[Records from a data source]
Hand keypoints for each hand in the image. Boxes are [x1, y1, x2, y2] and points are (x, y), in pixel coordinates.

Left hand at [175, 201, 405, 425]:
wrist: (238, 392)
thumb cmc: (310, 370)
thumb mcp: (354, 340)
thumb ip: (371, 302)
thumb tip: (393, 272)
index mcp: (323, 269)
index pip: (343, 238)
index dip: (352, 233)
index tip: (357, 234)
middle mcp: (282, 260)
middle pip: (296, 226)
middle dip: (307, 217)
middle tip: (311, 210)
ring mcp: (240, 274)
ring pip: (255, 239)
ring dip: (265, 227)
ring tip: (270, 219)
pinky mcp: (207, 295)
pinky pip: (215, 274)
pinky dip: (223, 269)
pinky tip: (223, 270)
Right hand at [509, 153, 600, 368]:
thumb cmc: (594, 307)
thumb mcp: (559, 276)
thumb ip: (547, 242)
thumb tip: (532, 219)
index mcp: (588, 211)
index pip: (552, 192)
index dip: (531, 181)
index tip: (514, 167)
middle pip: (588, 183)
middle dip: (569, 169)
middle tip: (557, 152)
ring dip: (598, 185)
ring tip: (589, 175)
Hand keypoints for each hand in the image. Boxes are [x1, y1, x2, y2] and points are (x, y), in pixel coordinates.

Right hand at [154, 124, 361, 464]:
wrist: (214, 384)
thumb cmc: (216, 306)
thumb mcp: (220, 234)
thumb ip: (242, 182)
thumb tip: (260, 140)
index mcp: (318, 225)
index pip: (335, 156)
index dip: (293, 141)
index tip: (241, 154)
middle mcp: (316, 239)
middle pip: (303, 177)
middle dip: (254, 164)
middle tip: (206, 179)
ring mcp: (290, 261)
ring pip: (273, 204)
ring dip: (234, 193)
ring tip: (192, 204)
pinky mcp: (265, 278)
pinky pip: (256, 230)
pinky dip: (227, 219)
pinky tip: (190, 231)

The task: Return every record, word for word.

Completed exercise:
Hand keypoints for each hand in the image. Boxes are [x1, y1, x2, y2] and points are (x, y), in pixel coordinates.

Left hand at [175, 201, 405, 425]:
wrist: (238, 392)
thumb cmc: (310, 370)
thumb mcp: (354, 340)
thumb ip: (371, 302)
thumb tip: (393, 272)
index mcp: (323, 269)
index pip: (343, 238)
index dip: (352, 233)
index tip: (357, 234)
middle mcp: (282, 260)
middle pip: (296, 226)
middle dip: (307, 217)
middle tip: (311, 210)
ring mcp: (240, 274)
ring pip: (255, 239)
ring dip: (265, 227)
ring tip: (270, 219)
pinky mcp: (207, 295)
pinky pip: (215, 274)
pinky dip: (223, 269)
pinky tip: (223, 270)
Right hand at [509, 153, 600, 368]:
thumb cmc: (594, 307)
thumb mcp: (559, 276)
thumb ip: (547, 242)
thumb tip: (532, 219)
index mcp: (588, 211)
index pip: (552, 192)
index dip: (531, 181)
index tip: (514, 167)
middle pip: (588, 183)
middle dip: (569, 169)
middle tip: (557, 152)
ring dip: (598, 185)
ring tip: (589, 175)
Hand keypoints for each hand in the image. Boxes are [x1, y1, x2, y2] and points are (x, y), in pixel coordinates.

Right hand at [154, 124, 361, 464]:
wrist: (214, 384)
thumb cmc: (216, 306)
thumb mcp: (220, 234)
thumb ip: (242, 182)
thumb tip: (260, 140)
index mcp: (318, 225)
index pip: (335, 156)
index dip: (293, 141)
index tip: (241, 154)
middle mcp: (316, 239)
middle pip: (303, 177)
middle dip: (254, 164)
middle tip: (206, 179)
ring mcp: (290, 261)
ring pip: (273, 204)
ring dip: (234, 193)
ring tip: (192, 204)
pinky mcp: (265, 278)
pinky pip: (256, 230)
pinky dip: (227, 219)
pinky tip: (190, 231)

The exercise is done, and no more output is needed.